Detroit2021-1.jpgThere’s nothing that quite prepares you for the late night doctor’s call (actually 2 calls on consecutive nights-first my Internist, then my new Hematologist) 5.5 years ago. I knew a little about ITP, as a friend had been diagnosed in her 20’s. What I didn’t know was how it would forever change my life. I assumed they’d find a drug to give me and I’d move on. I had no idea that for the next 3 years I would receive more bad news, then good, that the roller coaster of platelet counts and the emotional toll it would take on me was overwhelming, and that my body wouldn’t respond to so many different treatments thrown my way.

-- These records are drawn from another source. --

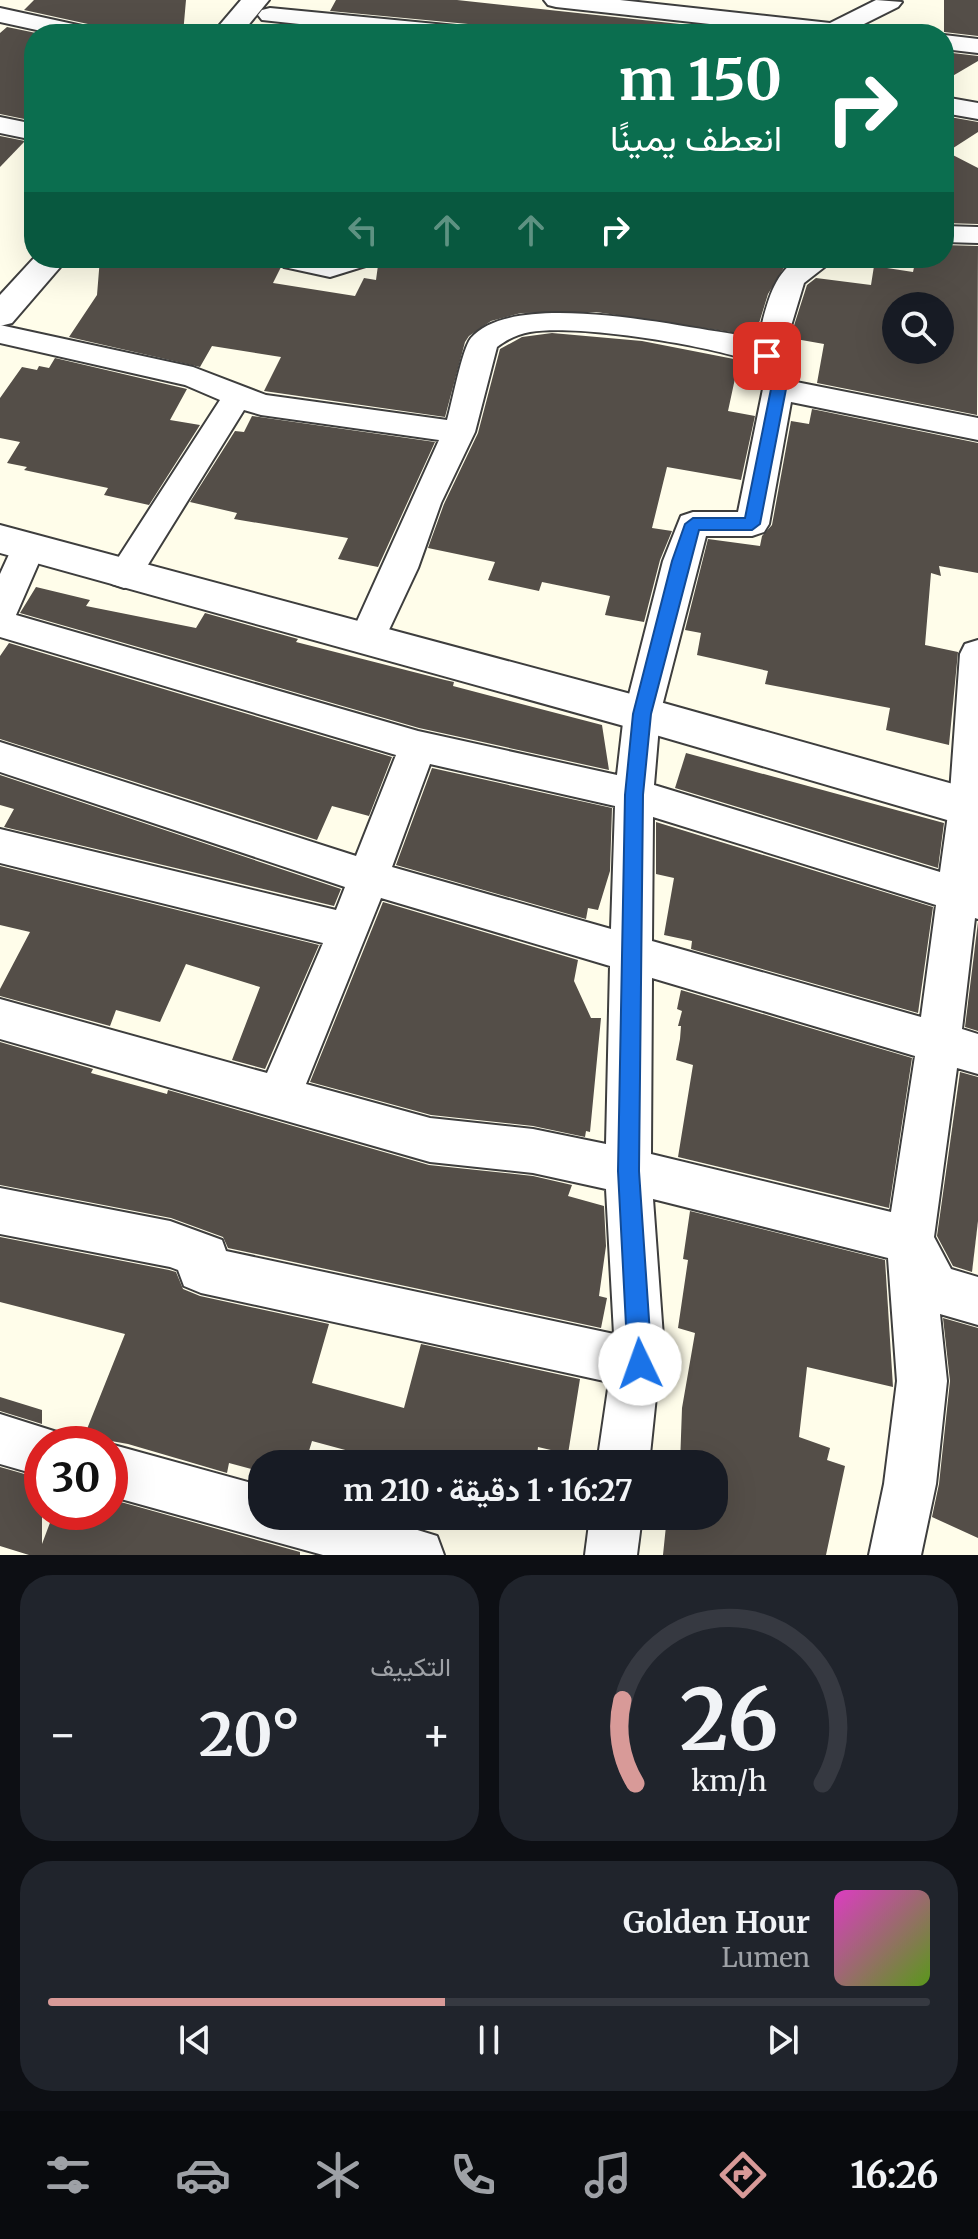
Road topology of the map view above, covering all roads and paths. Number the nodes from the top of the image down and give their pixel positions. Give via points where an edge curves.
1 (556, 0) edge
2 (890, 1) edge
3 (266, 12) edge
4 (0, 15) edge
5 (42, 24) edge
6 (244, 24) edge
7 (376, 24) edge
8 (747, 24) edge
9 (846, 24) edge
10 (954, 43) edge
11 (978, 46) edge
12 (954, 107) edge
13 (978, 111) edge
14 (0, 125) edge
15 (24, 130) edge
16 (954, 234) edge
17 (978, 235) edge
18 (24, 254) edge
19 (43, 268) edge
20 (803, 268) edge
21 (0, 279) edge
22 (0, 315) edge
23 (0, 334) edge
24 (767, 356) junction
25 (778, 389) junction
26 (239, 394) junction
27 (978, 429) edge
28 (459, 432) junction
29 (15, 542) edge
30 (124, 575) junction
31 (0, 613) edge
32 (0, 624) edge
33 (367, 639) junction
34 (978, 654) edge
35 (642, 714) junction
36 (418, 746) junction
37 (0, 757) edge
38 (634, 795) junction
39 (973, 808) edge
40 (0, 846) edge
41 (367, 877) junction
42 (966, 898) edge
43 (348, 931) junction
44 (632, 954) junction
45 (0, 1019) edge
46 (939, 1041) junction
47 (978, 1054) edge
48 (278, 1098) junction
49 (628, 1171) junction
50 (0, 1211) edge
51 (910, 1240) junction
52 (978, 1301) edge
53 (640, 1364) junction
54 (0, 1439) edge
55 (24, 1446) edge
56 (625, 1450) edge
57 (128, 1475) edge
58 (248, 1508) edge
59 (328, 1530) edge
60 (614, 1530) edge
61 (418, 1555) edge
62 (611, 1555) edge
63 (895, 1555) edge

1 - 8 street
2 - 9 street
3 - 6 street
3 - 7 street
4 - 5 street
10 - 11 street
12 - 13 street
14 - 15 street
16 - 17 street
18 - 21 street
19 - 22 street
20 - 24 street via 790,281
23 - 26 street via 193,377
24 - 25 street
24 - 28 street via 733,344 582,322 527,323 483,343
25 - 27 street
25 - 35 street via 752,524 693,524
26 - 28 street via 261,405 306,413
26 - 30 street
28 - 33 street
29 - 30 street
29 - 31 street
30 - 33 street
32 - 36 street
33 - 35 street
34 - 39 street
35 - 38 street
35 - 39 street
36 - 38 street
36 - 41 street
37 - 41 street
38 - 42 street
38 - 44 street
39 - 42 street
40 - 43 street
41 - 43 street
41 - 44 street
42 - 46 street
43 - 48 street
44 - 46 street
44 - 49 street
45 - 48 street
46 - 47 street
46 - 51 street
48 - 49 street via 430,1140 533,1151
49 - 51 street
49 - 53 street
50 - 53 street via 170,1244 205,1257 201,1269
51 - 52 street via 936,1289
51 - 63 street via 922,1381
53 - 56 street
54 - 55 street
57 - 58 street
59 - 61 street
60 - 62 street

High doses of prednisone, was followed by Rituxin. Fifteen months after my diagnosis I made the decision to have a splenectomy, which at first seemed promising, but I learned failed a few months later. In that time, we discovered I had an accessory spleen (radiation to get rid of it also failed). We then moved on to Promacta, N-Plate then finally Tavalisse - all with their own side effects and alarmingly high costs. My platelets have been as low as 6,000 and for about a year, I lived between 12,000-20,000.

I’m thankful for a treatment that is currently working (3 years!) for a great team of doctors, my family, friends, and my faith. I spent years holding my breath…waiting for bad news. I pinned everything on that platelet count-was it going to be a good day/week or a bad day depending on where my numbers were? I’ve learned ways to cope with that stress-through meditation and Reiki. I feel mentally and emotionally strong with the help of a great therapist. I’m here to live in a BIG way, embracing life and being grateful. Presently I have blood work once a month, and I’ve been stable with fairly normal counts. Now I’m dedicated to helping others navigate life with ITP.

I would like to walk in memory of my friend Lisa Bauer Lewandowski, who fought a very courageous battle with ITP, before she passed from complications of it this year. She often cheered me on when I was feeling frustrated with my struggles with ITP and was truly a bright light for those around her.